I was so excited that I called the African American Civil War museum
in Washington D.C. to see if my 2nd great-grandfather's name was listed there. Unfortunately, he is not listed because he was a sailor and not a soldier. That was somewhat disappointing, but one day I will get his name on a brick or something there so that his service and sacrifice will be recognized and remembered.

Sunday 30 April 2017

Sleepless Nights

19 July 2019



I am writing this post at 4 a.m. for a variety of reasons and it reminds me of another sleepless night a few years back, just after my divorce. It all begins with my family's relocation to the U.S. Virgin Islands when I was five.

Both of my parents were born in New York. My mother, who was born and raised in Brooklyn, is famous for saying almost on cue - whenever anyone asked - that she was a third-generation New Yorker. She has always been very proud of that. My father was born in Harlem, but raised in Queens. This meant that my older brother and I were fourth-generation New Yorkers -- whatever that really means, because my research has found that some of our roots in New York go back further than Mom realized and that other parts of our family tree were not rooted in New York at all. But I digress.

My parents have always been “free-thinkers,” shall we say. Others probably called them "damn fools." Whichever it is, I will always be grateful to them for giving me the gift of the seven magical years we spent in St. Croix.
We moved there in 1969, the year after Martin Luther King, Jr. was killed.
The sixties were an intense period for the country and emotionally draining for many people, including my mom. She wanted something different for us and so after a few scouting trips she and my dad settled on St. Croix.

It changed my life and my outlook on the world in ways that I continue to discover. St. Croix is home. That in and of itself is a gift to someone who has moved as much as I have throughout my life. And I cannot imagine growing up in a more beautiful place. I was aware of its incredible views and vistas even as a child. Sometimes I would just walk along the harbor in town and look out on the blue sparkly water that lapped so gently against the wall. I was mesmerized by it all. 
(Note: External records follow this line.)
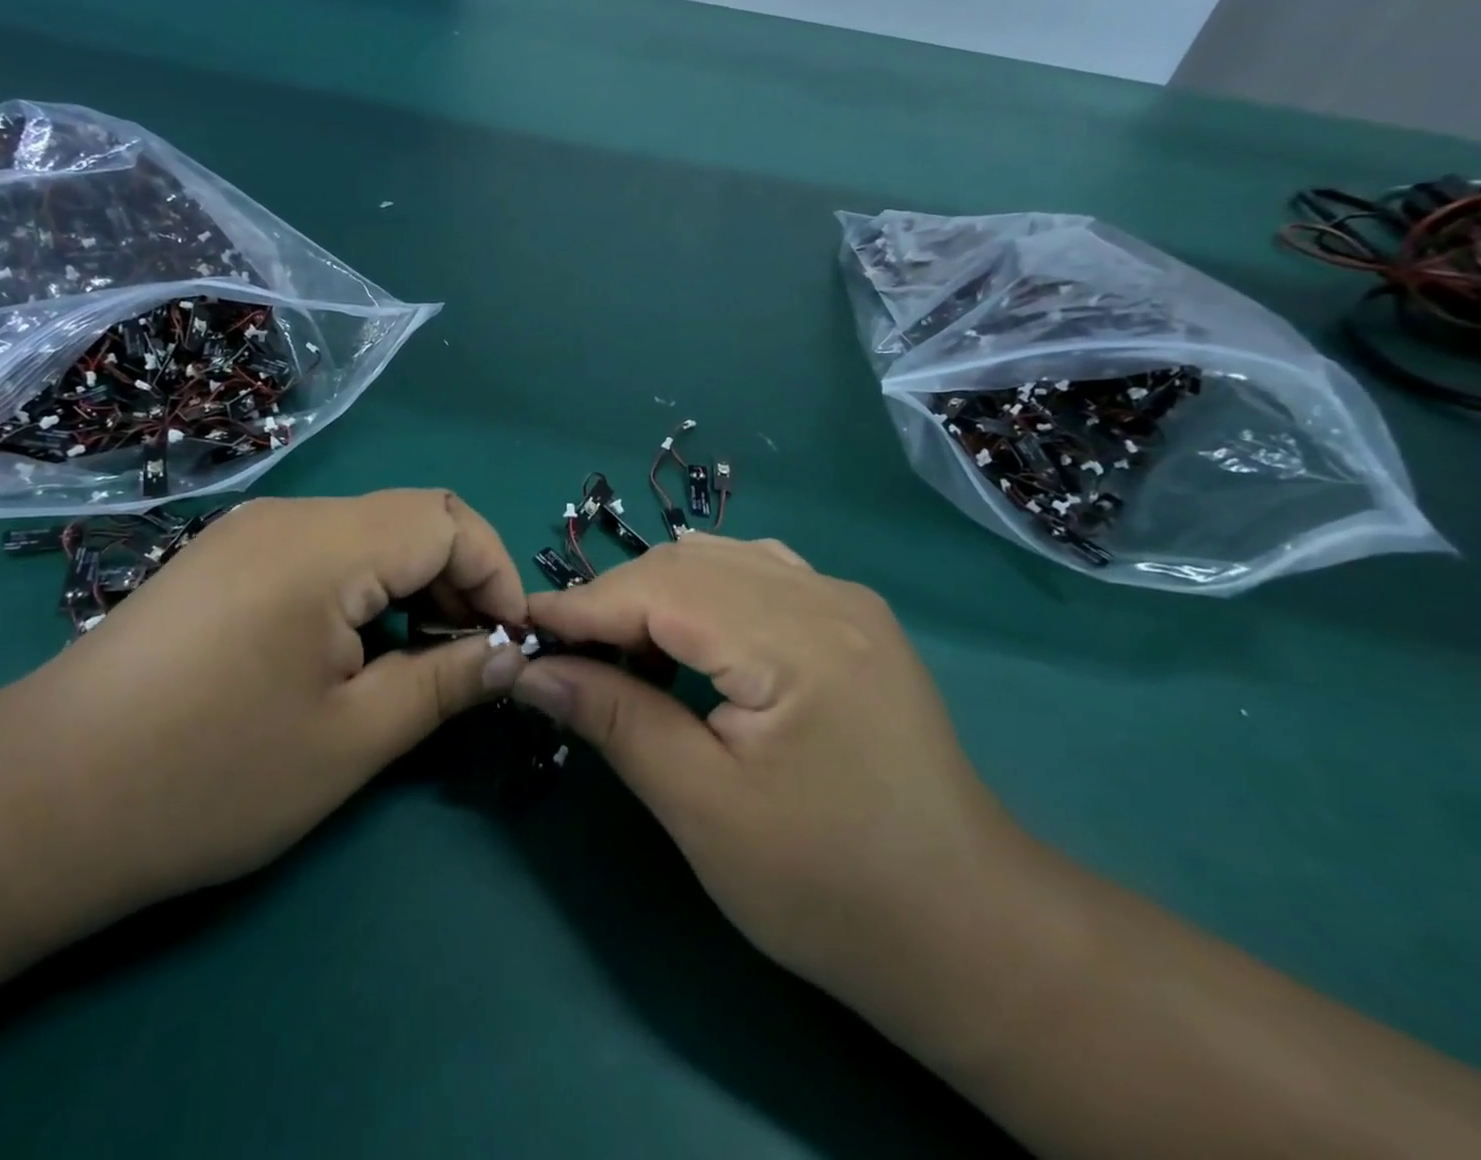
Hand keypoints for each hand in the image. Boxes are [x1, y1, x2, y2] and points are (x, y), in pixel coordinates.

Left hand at [15, 491, 527, 905]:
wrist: (34, 805)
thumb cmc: (206, 776)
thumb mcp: (350, 740)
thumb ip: (442, 683)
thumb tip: (506, 652)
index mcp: (324, 545)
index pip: (448, 520)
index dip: (495, 573)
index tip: (506, 641)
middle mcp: (288, 516)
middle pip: (411, 518)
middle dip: (458, 580)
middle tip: (465, 659)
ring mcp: (249, 532)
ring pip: (368, 534)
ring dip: (411, 585)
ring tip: (411, 661)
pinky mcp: (224, 560)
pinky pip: (322, 551)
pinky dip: (363, 589)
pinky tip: (348, 651)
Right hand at [510, 535, 1023, 1009]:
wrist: (966, 929)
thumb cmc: (828, 886)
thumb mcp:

My brother and I adapted to the new climate and culture and the creole. My love of my new home was such that I desperately wanted for it to really be “mine.” Because truthfully, while we were certainly accepted and welcomed there, we were still “statesiders.” It was desire that would stay with me for many years.

Shortly after college, I moved to the Washington, DC area where I found work at a couple of museums. I met some fabulous people and that is where I first learned about researching one's family history and genealogy.
.
A colleague who was also researching ancestors in her family whose last name was similar to that of my maternal great-grandmother passed on a census record (which I must confess I no longer have). That really got me started. To see the past in the present was exciting.

Fast-forward about 15 years, two kids and one divorce later, I was living with my mother in and not sleeping well one night. I got on the internet to research her grandfather that we knew was from the Caribbean. He was probably from one of the smaller islands, my mom used to say. "But he boarded the ship in St. Thomas she would add."

So there I was researching passenger lists from various ships that came into New York at early o'clock in the morning. And I FOUND HIM! I felt like Alex Haley at the end of Roots!

I can still feel the emotion and exhilaration. I cried. There was his name. Last on the list of 22 people (plus the captain) on the S.S. Trinidad. And there in the seventh column under the heading "Native Country" written in Gothic Script  was the name of my beloved island, "St. Croix."